An example of that, which Salti describes as a "huge thing, and such an easy thing early on," is a pronoun bot that the team added to the Discord server. On joining, the first thing you're encouraged to do is read the rules channel - standard stuff for well-run community discords - and in there right near the top is a pinned post, that allows you to add pronouns to your profile just by responding to the post with a certain emote.

"The fact that it's right there as the first thing you see when you land in the rules channel signals what the community is like," Salti tells me. "That we're going to respect your gender identity and also care about making it visible. But a lot of it is also just existing in the chat and stating "here's how I am different" and "you are welcome," which breeds more of that energy and sense of safety.

"One of our long-time users began using their chosen name for the first time and came out as non-binary for the first time, both on our server-before they came out to their family or school or anything in real life. My point of difference is pretty weak sauce, but it's worth noting that this was the first place I felt comfortable talking about my race, rather than letting people assume I was white."

"I'm Asian-American, half Korean half Chinese. I'm 27 but apparently look younger so I'm constantly dealing with ageism and infantilization in real life, and this is something I talk about a lot with folks on the server, particularly our nonbinary friend who came out with us, and a trans guy living in China.

"There's a LOT of conversations going on that have absolutely zero to do with raiding," Salti continues, and the examples of real, genuine impact it's had on community members are numerous. Kirzi tells one story, of a Sylveon raid someone was hosting with a special trans pride theme. It culminated in what Salti calls a "banner moment for visibility and pride on the server," as users donated to The Trevor Project, a suicide prevention charity for LGBTQ youth. "The host has a trans brother and when he heard about that the next day, he was in tears," Kirzi says. "That whole thing is easily one of my favorite moments to see as a mod."

Now, in the months since, the community's virtuous cycle means it's evolved again, to become "almost self-moderating." The mods are still very much active, of course, and the work continues. But as Salti puts it, the fact that the community takes care of itself gives the moderators the "space" to do the fun stuff - monthly events, themed contests and activities around Valentine's Day, April Fools, Halloween, the simple things that let users make friends and have a bit of fun.

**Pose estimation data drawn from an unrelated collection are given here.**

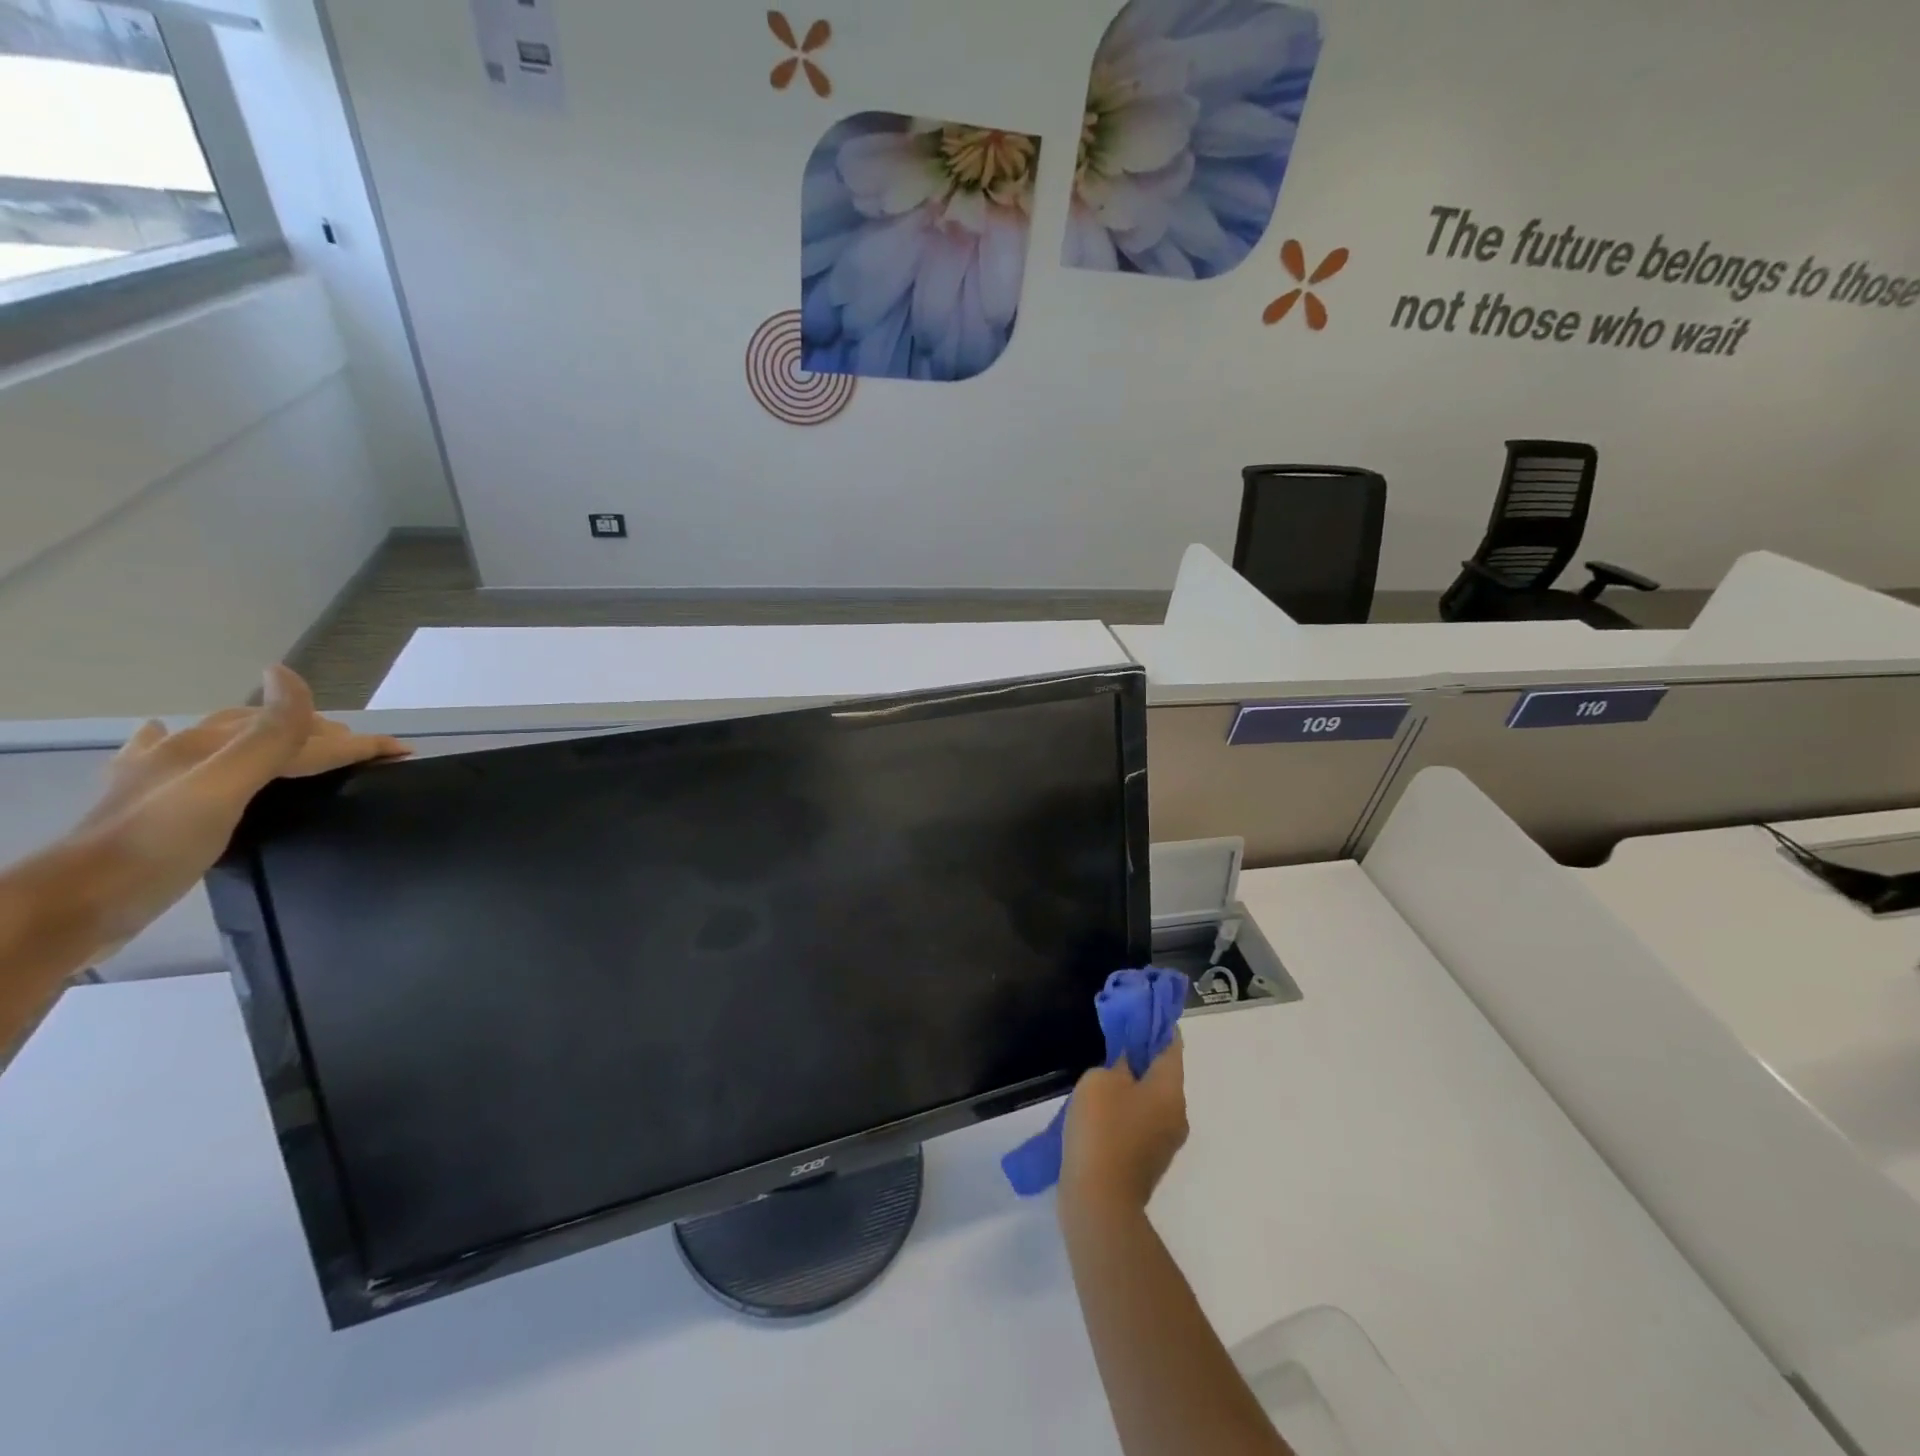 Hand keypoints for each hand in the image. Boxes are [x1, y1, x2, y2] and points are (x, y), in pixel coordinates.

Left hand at [68, 666, 407, 953]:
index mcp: (210, 746)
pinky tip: (163, 737)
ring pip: (225, 741)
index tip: (402, 753)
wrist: (73, 904)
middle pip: (265, 730)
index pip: (302, 736)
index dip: (356, 742)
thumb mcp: (224, 787)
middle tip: (362, 752)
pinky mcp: (143, 803)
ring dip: (268, 736)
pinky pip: (163, 757)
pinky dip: (176, 741)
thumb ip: (267, 736)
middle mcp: (184, 751)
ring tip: (299, 743)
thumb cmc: (157, 846)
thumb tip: (288, 674)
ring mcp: (158, 777)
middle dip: (320, 733)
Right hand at [1060, 1034, 1188, 1218]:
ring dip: (1133, 1086)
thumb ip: (1119, 1061)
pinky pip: (1142, 1123)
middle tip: (1114, 1043)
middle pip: (1164, 1073)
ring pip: (1152, 1100)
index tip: (1138, 1011)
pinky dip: (1127, 1110)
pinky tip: (1101, 1111)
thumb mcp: (1101, 1080)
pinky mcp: (1149, 1161)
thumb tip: (1129, 1062)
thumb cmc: (1102, 1129)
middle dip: (1143, 1056)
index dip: (1157, 1024)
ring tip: (1102, 1078)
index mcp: (1170, 1090)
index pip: (1172, 1045)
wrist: (1099, 1200)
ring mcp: (1166, 1141)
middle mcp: (1177, 1114) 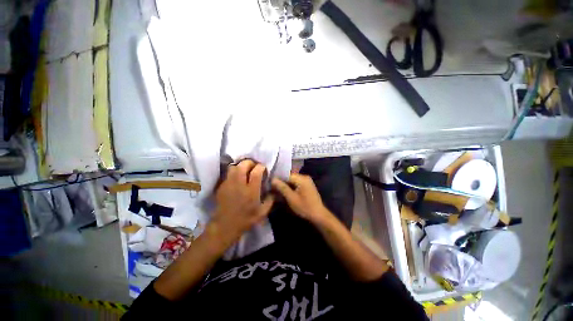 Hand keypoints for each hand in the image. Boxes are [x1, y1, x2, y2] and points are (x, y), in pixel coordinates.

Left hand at [210, 160, 274, 245]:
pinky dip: (234, 173)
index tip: (264, 168)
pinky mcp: (222, 186)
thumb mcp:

Kirzi and Salti themselves are testament to that. The two send each other gifts, from time to time - Gulpin cards and some special stickers, Salti tells me - and they've also met up, in person, at the Pokémon World Championships in 2019. The only time so far, she notes, "but it definitely won't be the last."

Crucially, their philosophy remains ever-present. Towards the end of our conversation, I'm double-checking the origins of it all - the seed checking, the frames, the custom firmware and how it all got figured out - when the pair tell me much of the credit for that initial discovery, the early, heavily technical work, is down to another redditor, who goes by AdmiralFish.

"The funny thing is," Kirzi says, "Fish doesn't even own Sword or Shield. He does it just because he likes helping communities like ours." Another stranger paying it forward.


Note: We've updated the article with some minor clarifications, in particular that Wishing Pieces fix the stats and attributes of future raids, but not the Pokémon species itself, and to more clearly note the wider RNG community's involvement in some exploit discoveries. Apologies for the error!